**ACTION ITEM**
Only the lines that hold "white" should be in the answer, each copied from the data below.
§ §
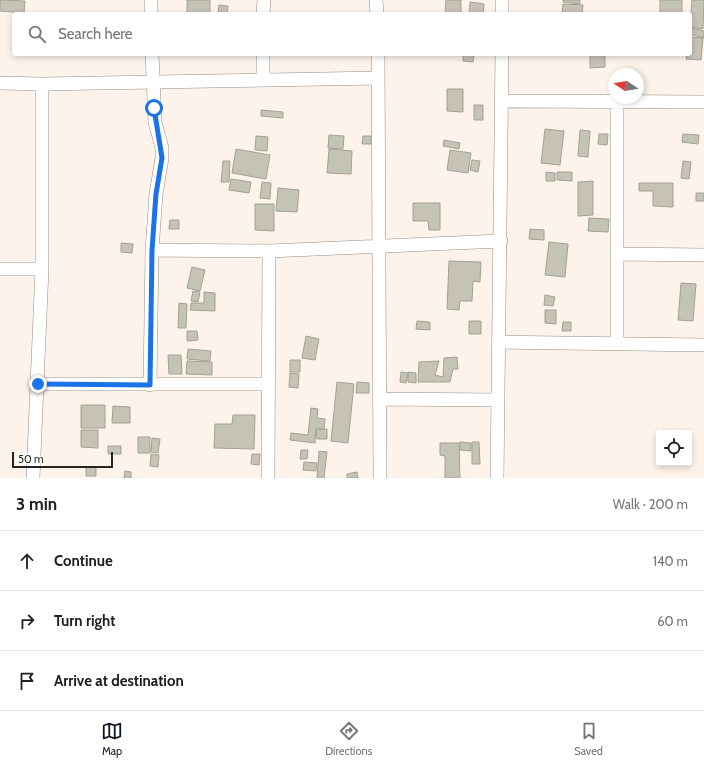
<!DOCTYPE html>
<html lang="en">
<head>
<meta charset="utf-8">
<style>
  :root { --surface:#fff; --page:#f2f2f2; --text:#202124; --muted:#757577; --line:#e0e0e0; --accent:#111827 }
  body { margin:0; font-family:Cabin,sans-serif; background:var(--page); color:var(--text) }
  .controls { position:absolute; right:12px; bottom:12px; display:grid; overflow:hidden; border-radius:4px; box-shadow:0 2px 6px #0003 }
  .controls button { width:36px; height:36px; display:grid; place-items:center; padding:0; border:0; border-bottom:1px solid var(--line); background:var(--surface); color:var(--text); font:20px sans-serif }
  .compass { position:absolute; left:608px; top:68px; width:36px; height:36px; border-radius:50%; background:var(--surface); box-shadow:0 2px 6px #0003; rotate:282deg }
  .scale { position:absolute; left:12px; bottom:10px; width:101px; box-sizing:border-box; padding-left:4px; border:2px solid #282421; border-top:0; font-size:11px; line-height:14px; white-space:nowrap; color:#282421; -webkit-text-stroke:3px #fff; paint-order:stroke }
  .stop { position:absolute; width:12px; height:12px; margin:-9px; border:3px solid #1a73e8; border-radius:50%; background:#fff }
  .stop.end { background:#1a73e8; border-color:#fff; box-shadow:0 1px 4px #0008 }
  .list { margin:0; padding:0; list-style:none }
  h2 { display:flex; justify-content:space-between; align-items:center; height:52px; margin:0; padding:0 16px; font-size:17px }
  h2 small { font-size:13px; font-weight:400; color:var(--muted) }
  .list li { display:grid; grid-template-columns:26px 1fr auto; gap:12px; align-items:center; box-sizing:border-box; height:60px; padding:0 16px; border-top:1px solid var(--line) }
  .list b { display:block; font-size:15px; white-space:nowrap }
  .list em { font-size:13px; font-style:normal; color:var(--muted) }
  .icon { flex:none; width:22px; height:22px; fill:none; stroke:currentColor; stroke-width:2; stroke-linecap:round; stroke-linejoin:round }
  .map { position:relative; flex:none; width:704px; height:478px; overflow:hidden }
  .search { position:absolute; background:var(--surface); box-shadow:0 2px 6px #0003; left:12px; right:12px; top:12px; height:44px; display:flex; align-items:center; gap:10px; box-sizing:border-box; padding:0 14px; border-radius:4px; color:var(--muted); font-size:15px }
  .sheet { height:232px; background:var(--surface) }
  nav { display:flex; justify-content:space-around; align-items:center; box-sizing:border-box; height:56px; border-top:1px solid var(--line); background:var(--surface); font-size:11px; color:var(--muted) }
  nav a { display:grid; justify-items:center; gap:2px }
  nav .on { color:var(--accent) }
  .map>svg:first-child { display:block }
  .building { fill:#c5c2b6; stroke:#a3a095 }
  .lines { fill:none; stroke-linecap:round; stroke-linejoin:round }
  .minor-casing { stroke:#968d84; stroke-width:14 }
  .minor { stroke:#fff; stroke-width:13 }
  .route { stroke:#1a73e8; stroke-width:5 }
</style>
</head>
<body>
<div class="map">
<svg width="704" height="478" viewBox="0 0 704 478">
  <rect width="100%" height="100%" fill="#fdf3ea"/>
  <!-- building -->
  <path class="building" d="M 0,0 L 25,1 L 24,13 L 0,11 Z
    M 187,0 L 210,0 L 210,14 L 187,14 Z
    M 446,0 L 461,0 L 461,14 L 445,14 Z
    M 563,0 L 580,0 L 580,4 L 563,2 Z
    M 660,0 L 682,0 L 682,14 L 660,14 Z
    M 692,0 L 704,0 L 703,29 L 690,27 Z
    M 470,2 L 484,4 L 483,14 L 469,14 Z
    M 563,4 L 583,5 L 582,14 L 562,14 Z
    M 219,5 L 228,6 L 227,14 L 218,13 Z
    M 690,28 L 704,31 L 704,38 L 690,34 Z
    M 690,37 L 703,38 L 701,60 L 686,59 L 687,54 L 690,54 Z
    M 463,54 L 474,54 L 473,62 L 463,61 Z
    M 590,54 L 605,54 L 605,67 L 590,68 Z
    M 447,89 L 463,89 L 463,112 L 447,111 Z
    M 474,105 L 483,105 L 483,120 L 474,120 Z
    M 261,110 L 283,112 L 283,118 L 261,116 Z
    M 545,129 L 564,131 L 560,165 L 541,163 Z
    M 580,130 L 590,131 L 588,157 L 578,156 Z
    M 599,134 L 608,134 L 607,145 L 598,144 Z
    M 683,134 L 699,135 L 698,144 L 682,142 Z
    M 329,135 L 344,136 L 343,149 L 328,148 Z
    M 256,136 L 268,137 L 267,151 L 255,150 Z
    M 363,136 L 371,136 L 371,144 L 362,144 Z
    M 444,140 L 460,143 L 459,149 L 443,146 Z
    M 236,149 L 270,155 L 266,179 L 232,173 Z
    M 329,149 L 352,151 L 351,174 L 327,173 Z
    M 450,150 L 471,153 L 468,173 L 447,170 Z
    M 472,160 L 480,161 L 478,172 L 470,170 Z
    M 223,161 L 230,161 L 229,182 L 221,182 Z
    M 683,161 L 691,162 L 689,179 L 681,178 Z
    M 546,172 L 555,173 L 555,181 L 546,181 Z
    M 557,172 L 572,172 L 572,181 L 557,180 Z
    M 231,179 L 251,182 L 249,193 L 229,190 Z
    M 593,181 L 593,215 L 578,216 L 578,182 Z
    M 262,182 L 271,183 L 270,199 L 260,198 Z
    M 639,183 L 673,183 L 673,207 L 653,206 L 653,191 L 639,191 Z
    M 278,188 L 299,190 L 297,212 L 276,211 Z
    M 696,193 L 704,193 L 704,201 L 696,201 Z
    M 413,203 L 440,203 L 440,230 L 429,230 L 428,221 L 413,221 Z
    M 255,204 L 274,204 L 274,231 L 255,230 Z
    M 589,218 L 609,219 L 608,232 L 588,231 Z
    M 170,220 L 179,220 L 179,229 L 169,229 Z
    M 530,229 L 544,230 L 544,240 L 529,239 Z
    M 549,242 L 568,244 L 565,277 L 545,275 Z
    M 121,243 L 133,244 L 132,253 L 121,252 Z
    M 449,261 L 481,262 L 480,282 L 473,281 L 472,301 L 460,301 L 459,310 L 447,309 Z
    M 192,267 L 205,270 L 200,291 L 187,288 Z
    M 681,283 L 696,284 L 693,321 L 678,320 Z
    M 193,291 L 200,292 L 198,302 L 191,301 Z
    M 204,292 L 215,293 L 215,311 L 190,310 L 191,303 L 204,303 Z
    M 545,295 L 555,297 L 553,306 L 544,305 Z
    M 179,303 L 187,304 L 186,328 L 178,328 Z
    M 545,310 L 556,310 L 556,324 L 545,323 Z
    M 417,321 L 430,322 L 430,330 L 416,329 Z
    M 469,321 L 481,321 L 481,334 L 469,334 Z
    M 563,322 L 571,322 L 571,331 L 562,331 Z
    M 187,331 L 197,331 L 198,340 L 187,341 Z
    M 306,336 L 319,339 L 315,360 L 302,358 Z
    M 188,349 L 211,351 L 210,361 L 187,359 Z
    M 168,355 L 181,355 L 182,374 L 169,374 Z
    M 457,357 L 458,369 L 453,369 L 450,382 L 418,382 L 419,362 L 439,361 L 435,375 L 443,377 L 444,358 Z
    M 290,360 L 300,360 L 300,372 L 290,372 Z
    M 187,361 L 212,362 L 212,375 L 186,374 Z
    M 401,372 L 408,373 L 406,383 L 400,382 Z
    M 408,372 L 416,373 L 416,383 L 408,382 Z
    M 290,373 L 299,374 L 298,388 L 289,387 Z
    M 337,382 L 354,384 L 348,443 L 331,441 Z
    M 357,382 L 369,383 L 369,393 L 356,393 Z
    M 81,405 L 105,405 L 105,428 L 81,428 Z
    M 113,406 L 130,407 L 130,423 L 112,423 Z
    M 311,408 L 318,409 L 317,418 L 325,419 L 324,429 L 316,428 L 315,443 L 290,440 L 291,433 L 308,435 Z
    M 233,415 L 255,415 L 254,449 L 214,448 L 215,424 L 232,424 Z
    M 327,429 L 327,439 L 317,439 L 316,430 Z
    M 81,430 L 98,430 L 98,448 L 81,447 Z
    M 138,437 L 150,437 L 150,453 L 138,453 Z
    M 152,438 L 160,439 L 158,453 L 151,452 Z
    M 460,442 L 471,443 L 471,451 L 460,450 Z
    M 472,442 L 479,442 L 480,464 L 472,464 Z
    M 440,443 L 459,443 L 460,478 L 445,478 L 445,456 L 440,455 Z
    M 108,446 L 121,446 L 121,454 L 108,454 Z
    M 301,450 L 308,450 L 307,459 L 300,459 Z
    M 319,451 L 327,452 L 324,478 L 317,478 Z
    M 151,454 L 159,455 L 158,467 L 150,466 Z
    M 252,454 L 260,454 L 259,465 L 251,464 Z
    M 304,462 L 317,463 L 316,471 L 303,470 Z
    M 86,467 L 96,467 L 96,476 L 86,476 Z
    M 125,471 L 131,472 L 131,478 L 124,478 Z
    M 357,472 L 358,478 L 347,478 L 347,474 Z"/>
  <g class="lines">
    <defs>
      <path id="minor" d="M 151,0 L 151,14
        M 376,0 L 377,14
        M 263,14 L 264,0
        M 502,14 L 502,0
        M 378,54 L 380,478
        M 263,80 L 263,54
        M 0,83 L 42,84 L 42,269 L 33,478
        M 42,84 L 378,78
        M 502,101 L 704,102
        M 152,250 L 269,251
        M 617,254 L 704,255
        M 0,269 L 42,269
        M 499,342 L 704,345
        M 617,343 L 617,101
        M 38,384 L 268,384
        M 150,385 L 152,250 L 156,194 L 162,158 L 162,148 L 155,122 L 152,54
        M 379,399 L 498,400
        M 268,478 L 269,251 L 501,241
        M 497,478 L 502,54"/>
    </defs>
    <!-- minor casing -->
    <use href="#minor" class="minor-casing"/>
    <!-- minor -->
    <use href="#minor" class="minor"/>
  </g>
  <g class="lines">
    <!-- route -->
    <path class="route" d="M 38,384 L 150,385 L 152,250 L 156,194 L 162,158 L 154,108"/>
  </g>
</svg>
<div class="controls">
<button><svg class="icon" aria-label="locate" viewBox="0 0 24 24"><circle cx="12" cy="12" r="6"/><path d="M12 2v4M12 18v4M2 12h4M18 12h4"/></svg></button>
</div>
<svg class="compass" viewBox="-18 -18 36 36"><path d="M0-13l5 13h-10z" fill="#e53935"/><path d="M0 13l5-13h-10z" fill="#757577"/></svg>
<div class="scale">50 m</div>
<div class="stop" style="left:154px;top:108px"></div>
<div class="stop end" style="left:38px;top:384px"></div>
<div class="search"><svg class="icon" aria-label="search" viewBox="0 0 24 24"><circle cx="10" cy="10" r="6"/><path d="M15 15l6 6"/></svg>Search here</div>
</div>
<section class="sheet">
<h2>3 min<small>Walk · 200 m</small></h2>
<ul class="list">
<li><svg class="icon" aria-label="ahead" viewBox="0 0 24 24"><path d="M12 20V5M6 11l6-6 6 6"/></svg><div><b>Continue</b></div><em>140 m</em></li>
<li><svg class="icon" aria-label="right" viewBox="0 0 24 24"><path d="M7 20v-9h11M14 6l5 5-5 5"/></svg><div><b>Turn right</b></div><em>60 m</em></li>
<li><svg class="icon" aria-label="arrive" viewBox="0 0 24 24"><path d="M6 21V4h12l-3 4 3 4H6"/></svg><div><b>Arrive at destination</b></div></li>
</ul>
</section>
<nav>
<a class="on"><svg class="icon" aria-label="map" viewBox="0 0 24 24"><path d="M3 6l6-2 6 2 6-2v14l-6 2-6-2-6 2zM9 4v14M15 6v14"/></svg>Map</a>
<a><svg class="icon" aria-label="directions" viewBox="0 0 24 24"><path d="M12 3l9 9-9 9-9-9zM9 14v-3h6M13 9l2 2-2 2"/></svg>Directions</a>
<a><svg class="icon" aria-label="saved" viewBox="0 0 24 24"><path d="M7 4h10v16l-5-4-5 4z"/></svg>Saved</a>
</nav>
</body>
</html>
§ §
**ANSWER BELOW**
  .scale { position:absolute; left:12px; bottom:10px; width:101px; box-sizing:border-box; padding-left:4px; border:2px solid #282421; border-top:0; font-size:11px; line-height:14px; white-space:nowrap; color:#282421; -webkit-text-stroke:3px #fff; paint-order:stroke }
  .list b { display:block; font-size:15px; white-space:nowrap }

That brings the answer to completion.